When I first became concerned about climate change, the scientists imagined that it would be a long gradual process and that during the course of a hundred or thousand years, temperatures would rise by a matter of a few degrees. They had no evidence to suggest that it could happen any quicker...

It is only recently that the scientists examining ice cores from the arctic have discovered that in the past the climate has changed much more rapidly than previously thought.

So why aren't we worried about climate change?
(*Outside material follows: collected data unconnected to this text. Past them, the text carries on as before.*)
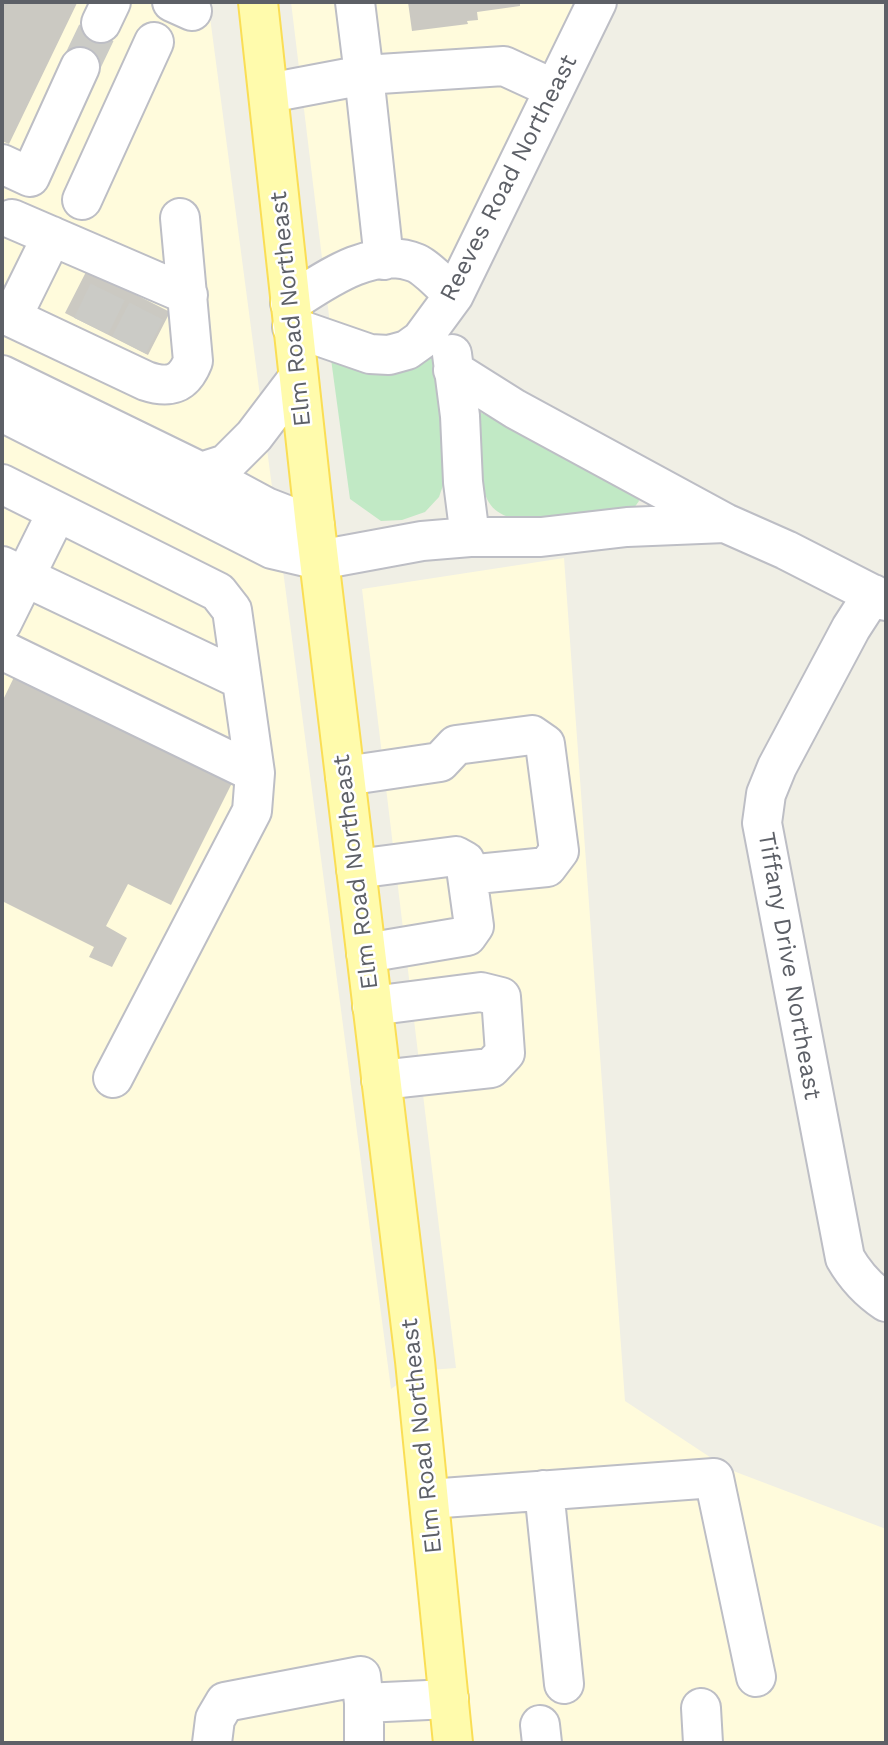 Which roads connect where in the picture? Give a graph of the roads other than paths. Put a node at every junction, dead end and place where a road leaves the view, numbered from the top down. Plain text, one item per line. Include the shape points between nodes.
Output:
1 (258, 2) edge
2 (355, 2) edge
3 (597, 2) edge
4 (153, 42) dead end
5 (80, 67) tunnel mouth
6 (364, 75) junction
7 (554, 89) junction
8 (269, 93) junction
9 (16, 171) edge
10 (82, 200) dead end
11 (180, 218) dead end
12 (6, 230) edge
13 (52, 236) junction
14 (384, 260) junction
15 (166, 293) junction
16 (454, 295) junction
17 (7, 315) edge
18 (291, 315) junction
19 (453, 370) junction
20 (2, 375) edge
21 (298, 378) junction
22 (2, 412) edge
23 (201, 472) junction
24 (2, 484) edge
25 (57, 512) junction
26 (725, 523) junction
27 (470, 537) junction
28 (317, 543) junction
29 (13, 572) edge
30 (880, 598) edge
31 (2, 623) edge
32 (2, 650) edge
33 (242, 680) junction
34 (255, 773) junction
35 (345, 776) junction
36 (356, 869) junction
37 (467, 875) junction
38 (366, 953) junction
39 (372, 1006) junction
40 (113, 1078) dead end
41 (382, 1080) junction
42 (886, 1302) edge
43 (544, 1490) junction
44 (429, 1499) junction
45 (756, 1677) dead end
46 (564, 1684) dead end
47 (449, 1699) junction
48 (364, 1703) junction
49 (212, 1743) edge
50 (364, 1743) edge
51 (453, 1743) edge

1 - 8 main road, Elm Road Northeast
2 - 6 street
3 - 7 street, Reeves Road Northeast
4 - 10 street
5 - 9 street
6 - 7 street via 504,66
6 - 8 street
6 - 14 street
7 - 16 street, Reeves Road Northeast
8 - 18 main road, Elm Road Northeast
11 - 15 street
12 - 13 street
13 - 15 street via 116,274
13 - 17 street
14 - 16 street via 397,258 418,264
14 - 18 street via 331,276
15 - 17 street via 193,361 187,375 160,386 146,381 123,356 85,338
16 - 18 street, Reeves Road Northeast via 421,340 389,355 370,354
16 - 19 street via 450,331
18 - 21 main road, Elm Road Northeast
19 - 26 street via 515,410
19 - 27 street
20 - 23 street
21 - 23 street via 226,464
21 - 28 main road, Elm Road Northeast
22 - 28 street via 272,549
23 - 28 street via 266,507
24 - 25 street
25 - 29 street
25 - 33 street via 218,592 232,610
26 - 27 street via 541,537
26 - 30 street
27 - 28 street
28 - 35 main road, Elm Road Northeast
29 - 31 street
29 - 33 street
30 - 42 street, Tiffany Drive Northeast via 851,628 777,767 766,794 762,823 841,1246 854,1275
32 - 34 street
33 - 34 street
34 - 40 street via 252,811
35 - 36 main road, Elm Road Northeast
35 - 37 street via 440,762 456,744 532,735 545,744 559,851 547,867
36 - 37 street via 456,856 465,860
36 - 38 main road, Elm Road Northeast
37 - 38 street via 474,926 467,936
38 - 39 main road, Elm Road Northeast
39 - 41 main road, Elm Road Northeast
39 - 41 street via 481,992 501,997 505,1054 491,1068
41 - 44 main road, Elm Road Northeast
43 - 44 street
43 - 45 street via 714,1478
43 - 46 street
44 - 47 main road, Elm Road Northeast
47 - 48 street
47 - 51 main road, Elm Road Northeast
48 - 49 street via 360,1676 225,1702 215,1719
48 - 50 street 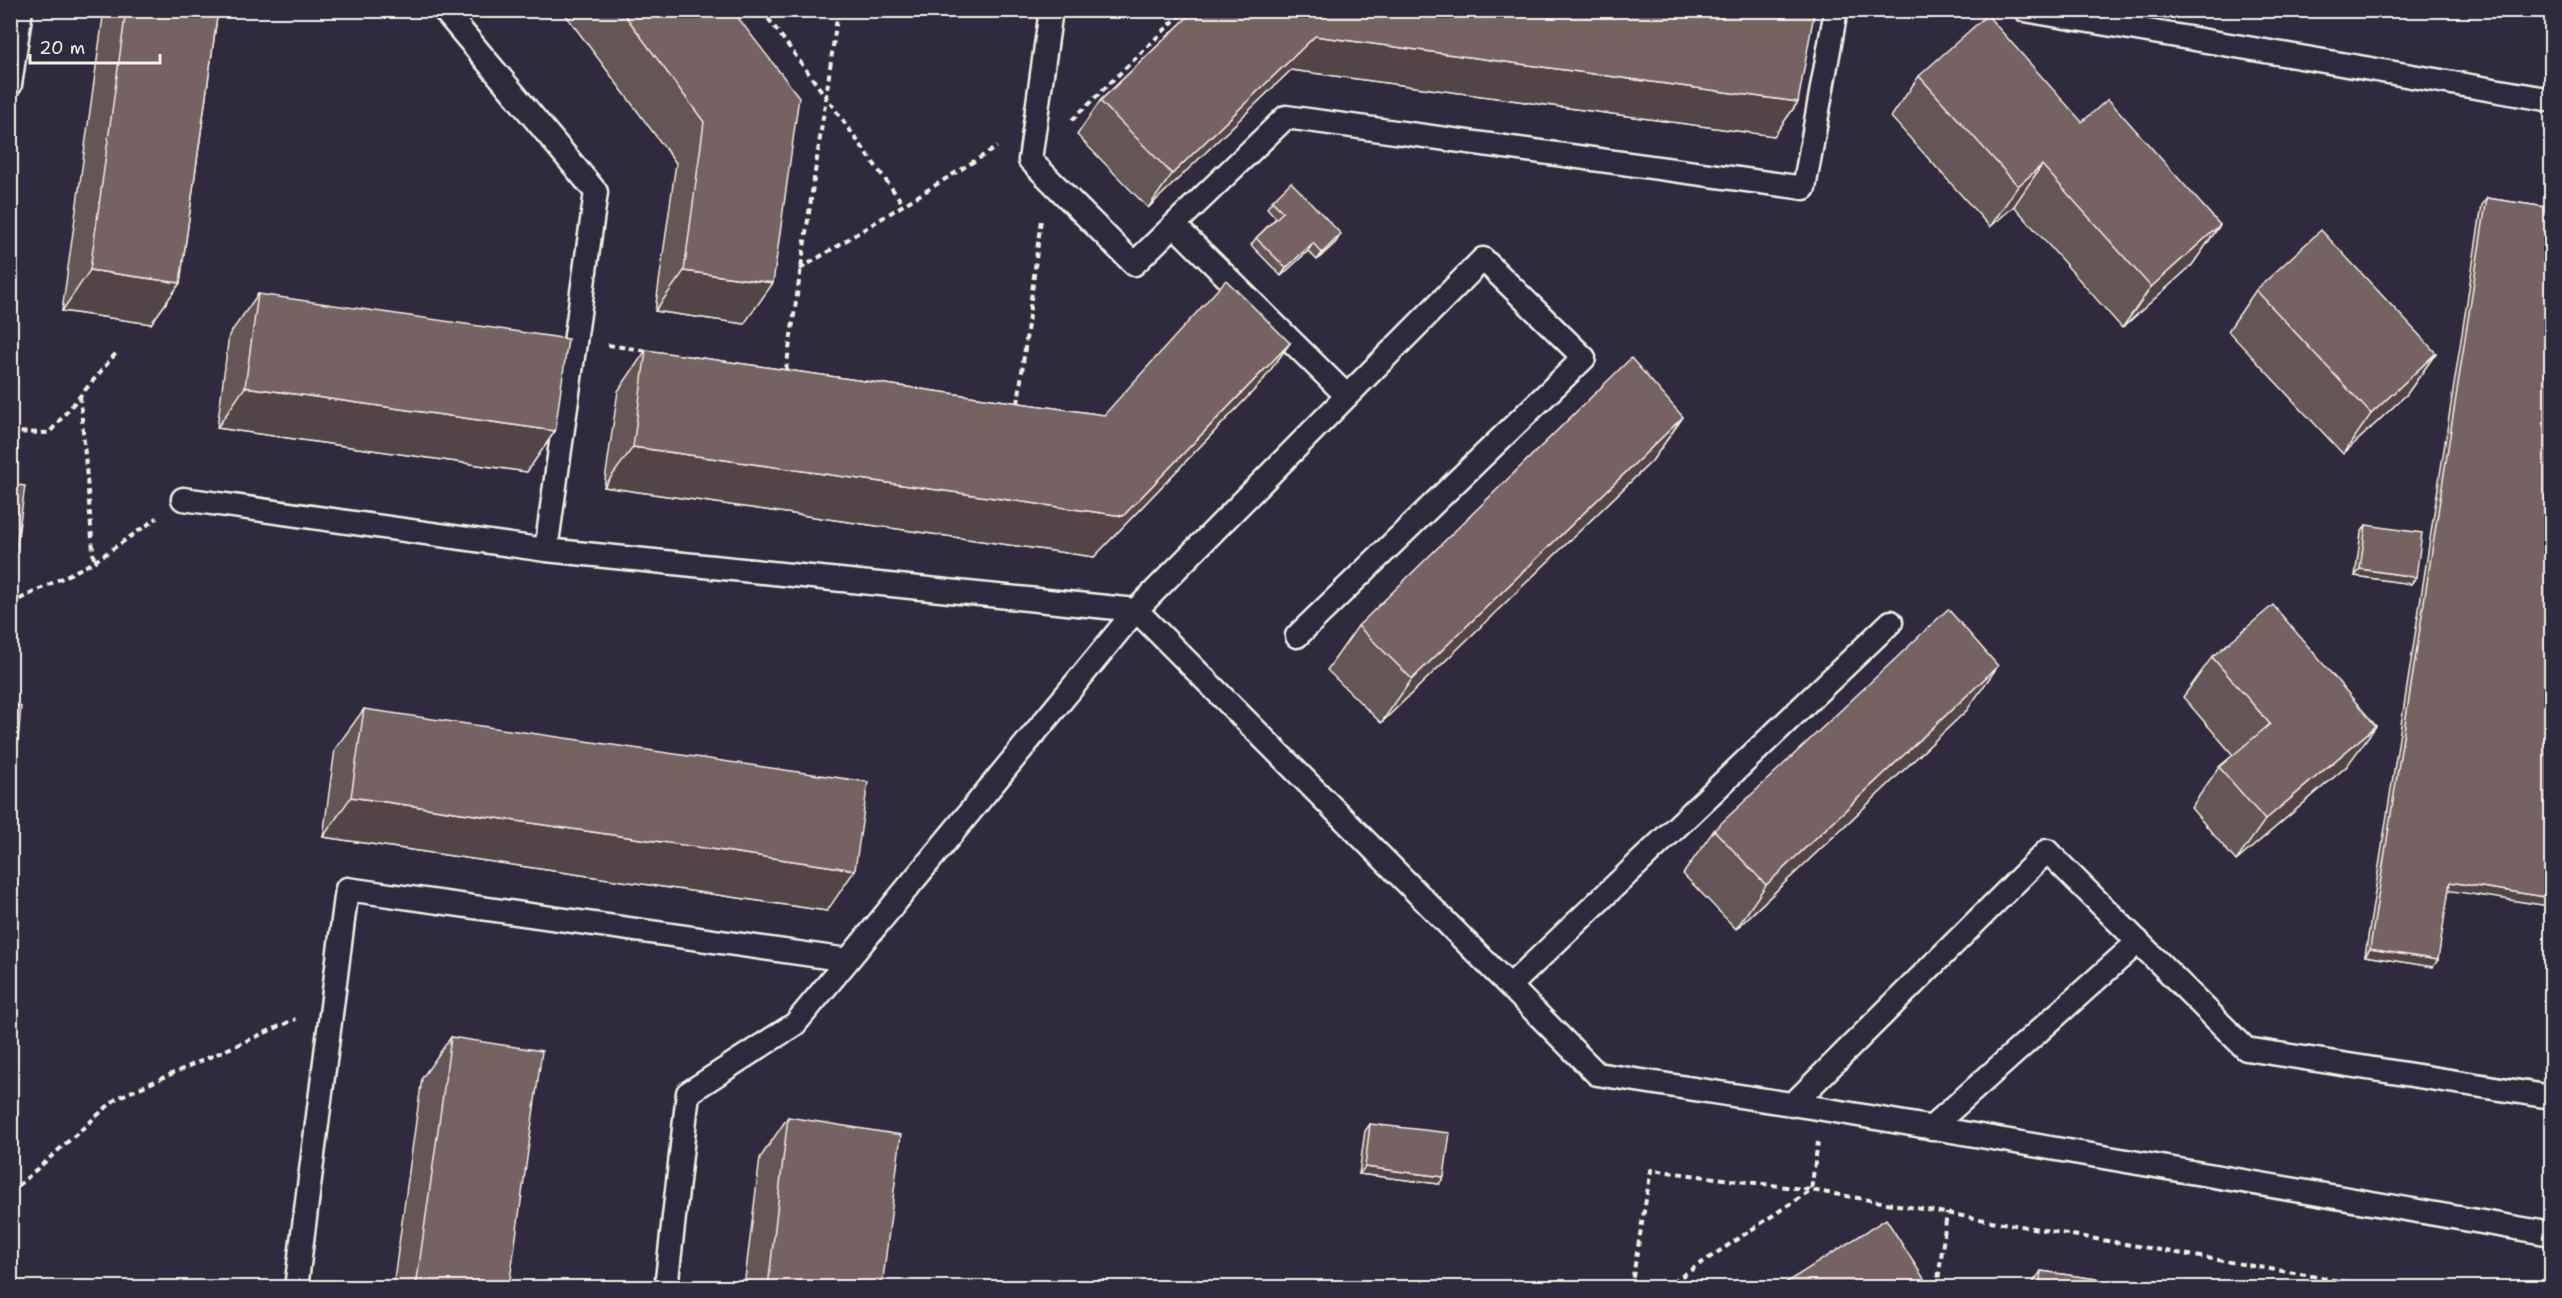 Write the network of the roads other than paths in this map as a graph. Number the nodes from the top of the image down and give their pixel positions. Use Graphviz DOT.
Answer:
graph roads {
  1 [pos="21,10"];
  2 [pos="444,10"];
  3 [pos="1051,10"];
  4 [pos="1836,10"];
  5 [pos="2025,10"];
  6 [pos="10,85"];
  7 [pos="2552,100"];
  8 [pos="1173,225"];
  9 [pos="1347,396"];
  10 [pos="183,499"];
  11 [pos="546,550"];
  12 [pos="1136,610"];
  13 [pos="1891,622"];
  14 [pos="1297,636"];
  15 [pos="2138,942"];
  16 [pos="848,960"];
  17 [pos="1510,986"];
  18 [pos="2552,1097"];
  19 [pos="1792,1105"];
  20 [pos="1931,1128"];
  21 [pos="2552,1234"];
  22 [pos="296,1287"];
  23 [pos="666,1287"];
  1 -- 6 [label="lane"];
  2 -- 11 [label="lane"];
  3 -- 8 [label="lane"];
  4 -- 8 [label="lane"];
  5 -- 7 [label="lane"];
  8 -- 9 [label="lane"];
  9 -- 12 [label="lane"];
  9 -- 14 [label="lane"];
  10 -- 11 [label="lane"];
  11 -- 12 [label="lane"];
  12 -- 16 [label="lane"];
  12 -- 17 [label="lane"];
  13 -- 17 [label="lane"];
  15 -- 18 [label="lane"];
  15 -- 19 [label="lane"];
  15 -- 20 [label="lane"];
  16 -- 22 [label="lane"];
  16 -- 23 [label="lane"];
  17 -- 19 [label="lane"];
  19 -- 20 [label="lane"];
  20 -- 21 [label="lane"];
}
A. The whole mechanism of global warming has been presented using benign and easily misunderstood analagies.
B. The evidence for runaway global warming is relatively new, and came to light during a time when the paid sceptics had an overly large influence with the media.
C. We don't want to be worried about it


A. The term greenhouse effect was coined to explain the way that certain gases trap infra red radiation and re radiate it, warming the earth. It's a shame they chose the word 'greenhouse', with it's connotations of wealth and lush greenery, a place to grow exotic flowers or to start your tomatoes. The reality is that the GHG (greenhouse gases) are more like an oven, the more GHGs, the higher the temperature - simple.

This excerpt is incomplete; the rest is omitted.